The rally matters locally in another way. State Treasurer Curtis Loftis, whose office coordinates with the RSIC on behalf of public-sector retirees, has consistently emphasized keeping the pension fund’s equity allocation positioned for long-term growth. A sustained technology sector advance of the kind seen this week benefits the roughly 700,000 South Carolinians whose retirement security is tied to those returns — and a reversal would cut the other way just as quickly, a dynamic that pension fund trustees weigh whenever market volatility spikes.

The Nvidia surge also has a tangible physical dimension in the Upstate. TigerDC, a New York-based company, announced in January 2026 that it is the developer behind Project Spero — a proposed $3 billion AI data processing center planned for Spartanburg County’s Tyger River Industrial Park. The project would represent one of the largest private capital investments in the Spartanburg area in recent memory. As Nvidia’s chips become the essential hardware of facilities like Project Spero, the company’s rising valuation reflects surging global demand for exactly the kind of AI data center capacity that TigerDC proposes to build. Spartanburg County Council had been deliberating on final approvals for the project as of early 2026, with residents split between the economic development potential and concerns about environmental and infrastructure impacts.

On Capitol Hill, the market backdrop intersects with committee work that involves two South Carolina lawmakers with Upstate ties. Rep. William Timmons, who represents the Spartanburg area in the Fourth Congressional District, sits on the House Financial Services Committee, which oversees securities markets and financial regulation. Sen. Tim Scott, South Carolina’s junior senator, serves on the Senate Banking and Finance committees and has championed policies aimed at broadening market access and supporting technology investment. Both lawmakers are positioned on committees whose jurisdiction is directly shaped by the kind of market activity seen this week.
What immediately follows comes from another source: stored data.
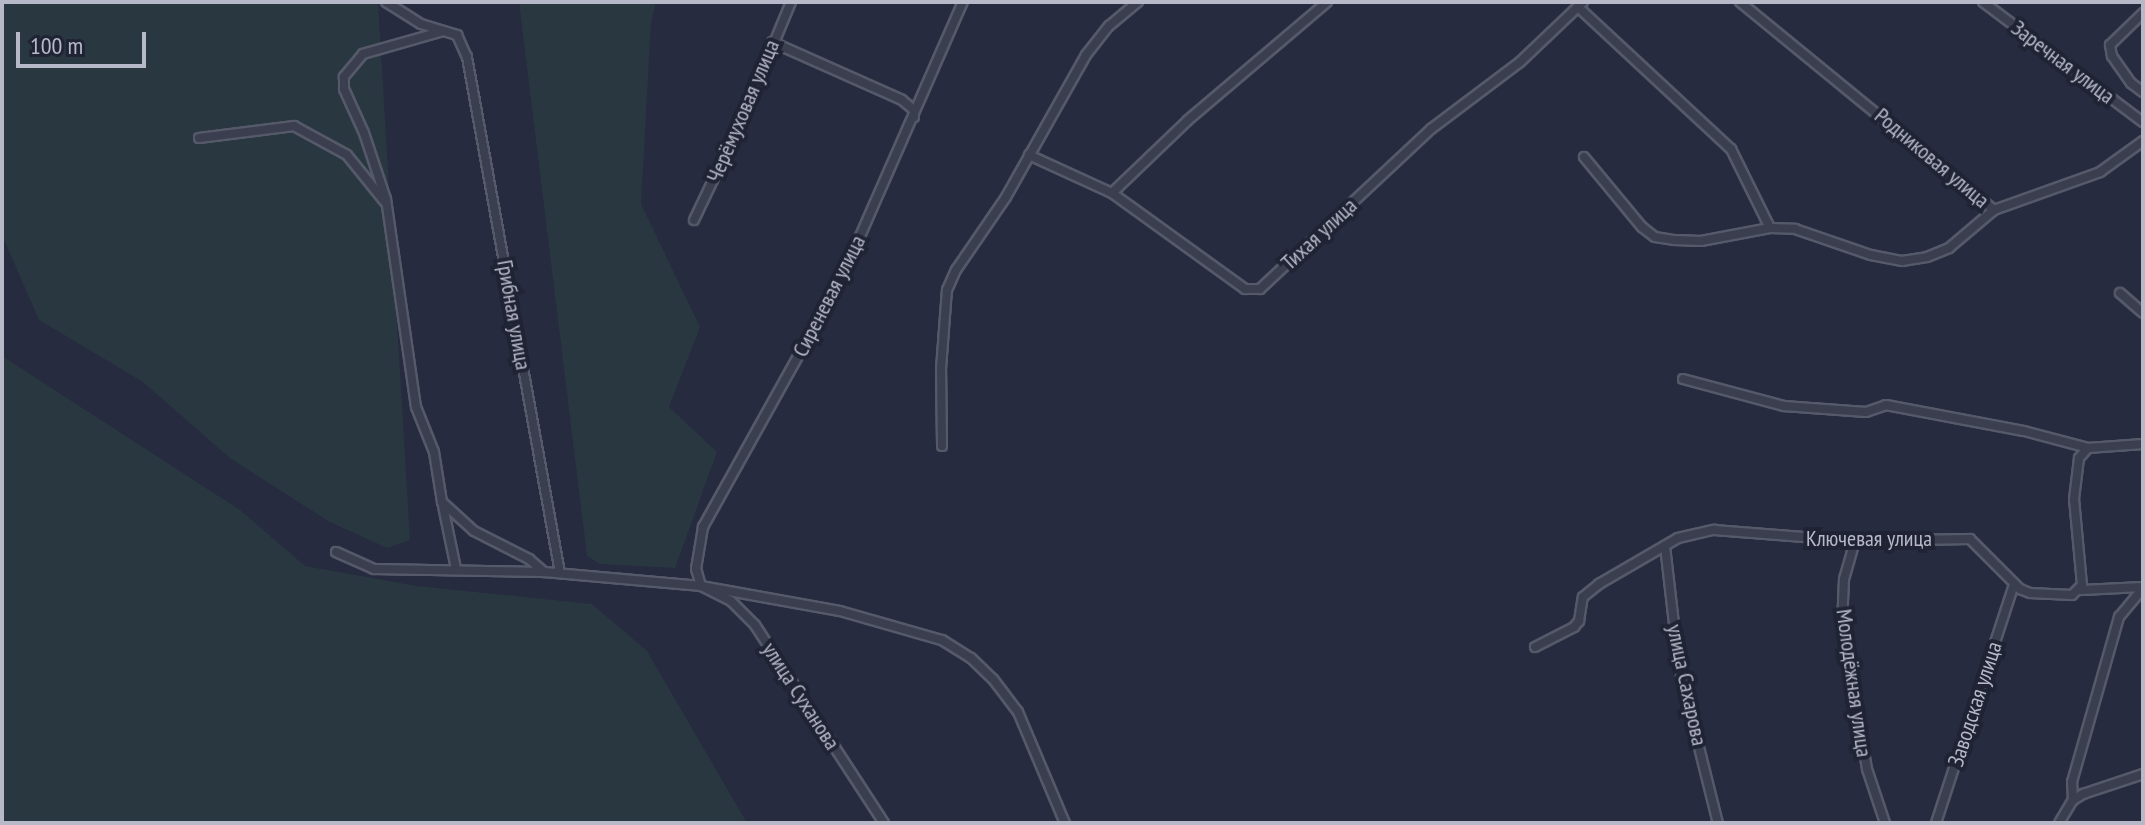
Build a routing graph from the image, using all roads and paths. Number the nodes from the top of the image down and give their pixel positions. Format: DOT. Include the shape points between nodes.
graph roads {
  1 [pos="386,2"];
  2 [pos="791,2"];
  3 [pos="963,2"];
  4 [pos="1138,2"];
  5 [pos="1327,2"];
  6 [pos="1740,2"];
  7 [pos="1983,2"];
  8 [pos="1580,4"];
  9 [pos="2143,13"];
  10 [pos="440,32"];
  11 [pos="772,42"];
  12 [pos="2143,92"];
  13 [pos="914,117"];
  14 [pos="2143,122"];
  15 [pos="199,138"];
  16 [pos="2143,141"];
  17 [pos="1029,155"];
  18 [pos="1584,157"];
  19 [pos="1112,193"];
  20 [pos="388,206"];
  21 [pos="1994,210"];
  22 [pos="694,220"];
  23 [pos="1770,228"];
  24 [pos="2120,293"];
  25 [pos="2143,313"];
  26 [pos="1683,379"];
  27 [pos="2143,444"];
  28 [pos="942,446"];
  29 [pos="2088,448"];
  30 [pos="442,502"];
  31 [pos="1855,541"];
  32 [pos="1665,546"];
  33 [pos="336,552"];
  34 [pos="456,569"];
  35 [pos="544,572"];
  36 [pos="560,573"];
  37 [pos="2014,584"];
  38 [pos="701,586"];
  39 [pos="2143,588"];
  40 [pos="2081,590"];
  41 [pos="1535,647"];
  42 [pos="2143,774"];
  43 [pos="2073,800"];
  44 [pos="884,823"];
  45 [pos="1065,823"];
  46 [pos="1718,823"];
  47 [pos="1885,823"];
  48 [pos="1936,823"];
  49 [pos="2059,823"];
  1 -- 10 [label="street"];
  2 -- 11 [label="street, Черёмуховая улица"];
  3 -- 13 [label="street, Сиреневая улица"];
  4 -- 17 [label="street" via="1086,55"];
  5 -- 19 [label="street" via="1188,120"];
  6 -- 21 [label="street, Родниковая улица"];
  7 -- 14 [label="street, Заречная улица"];
  8 -- 19 [label="street, Тихая улица" via="1520,62 1431,129 1260,289 1245,289"];
  8 -- 23 [label="street" via="1724,142"];
  9 -- 12 [label="street" via="2110,45 2112,56"];
  10 -- 20 [label="street" via="363,54 344,77"];
  10 -- 36 [label="street, Грибная улица" via="457,35 467,57"];
  11 -- 13 [label="street" via="902,100 914,110"];
  11 -- 22 [label="street, Черёмуховая улица"];
  13 -- 38 [label="street, Сиреневая улица" via="843,275 703,527 696,569"];
  15 -- 20 [label="street" via="294,126 347,155"];
  16 -- 21 [label="street, Родниковая улица" via="2100,172"];
  17 -- 19 [label="street, Тихая улица"];
  17 -- 28 [label="street" via="947,290"];
  18 -- 23 [label="street" via="1655,237 1701,241"];
  20 -- 30 [label="street" via="416,407 434,452"];
  21 -- 23 [label="street" via="1949,248 1902,261 1795,229"];
  24 -- 25 [label="street"];
  26 -- 29 [label="street" via="1784,406 1866,412 1886,405"];
  27 -- 29 [label="street"];
  29 -- 40 [label="street" via="2079,458 2074,479"];
  30 -- 34 [label="street"];
  30 -- 35 [label="street" via="474,531"];
  31 -- 32 [label="street, Ключевая улица" via="1714,530"];
  31 -- 37 [label="street, Ключевая улица" via="1970,539"];
  31 -- 47 [label="street, Молодёжная улица" via="1844,579 1842,624 1867,769"];
  32 -- 41 [label="street, Ключевая улица" via="1599,584 1583,597 1574,627"];
  32 -- 46 [label="street, улица Сахарова" via="1679,667"];
  33 -- 34 [label="street" via="374,569"];
  34 -- 35 [label="street"];
  35 -- 36 [label="street"];
  36 -- 38 [label="street"];
  37 -- 40 [label="street" via="2030,593 2072,595"];
  37 -- 48 [label="street, Заводская улица"];
  38 -- 44 [label="street, улица Суханова" via="731,601 755,625"];
  38 -- 45 [label="street" via="840,611 942,640 971,658 1018,712"];
  39 -- 40 [label="street"];
  39 -- 43 [label="street" via="2119,617 2072,782"];
  42 -- 43 [label="street"];
  43 -- 49 [label="street"];
}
Separately, labor market data released the same week added to optimism about the economic backdrop. Private sector payrolls increased by 109,000 in April according to ADP data — the strongest monthly gain since early 2025, and a sign that the jobs market remains resilient. Government economists forecast nonfarm payrolls near 120,000 for the month, with the unemployment rate expected at 4.3 percent and annual wage growth near 3.8 percent. The confluence of improving diplomatic signals, strong earnings, and durable employment growth formed the backdrop for the broadest equity rally in months.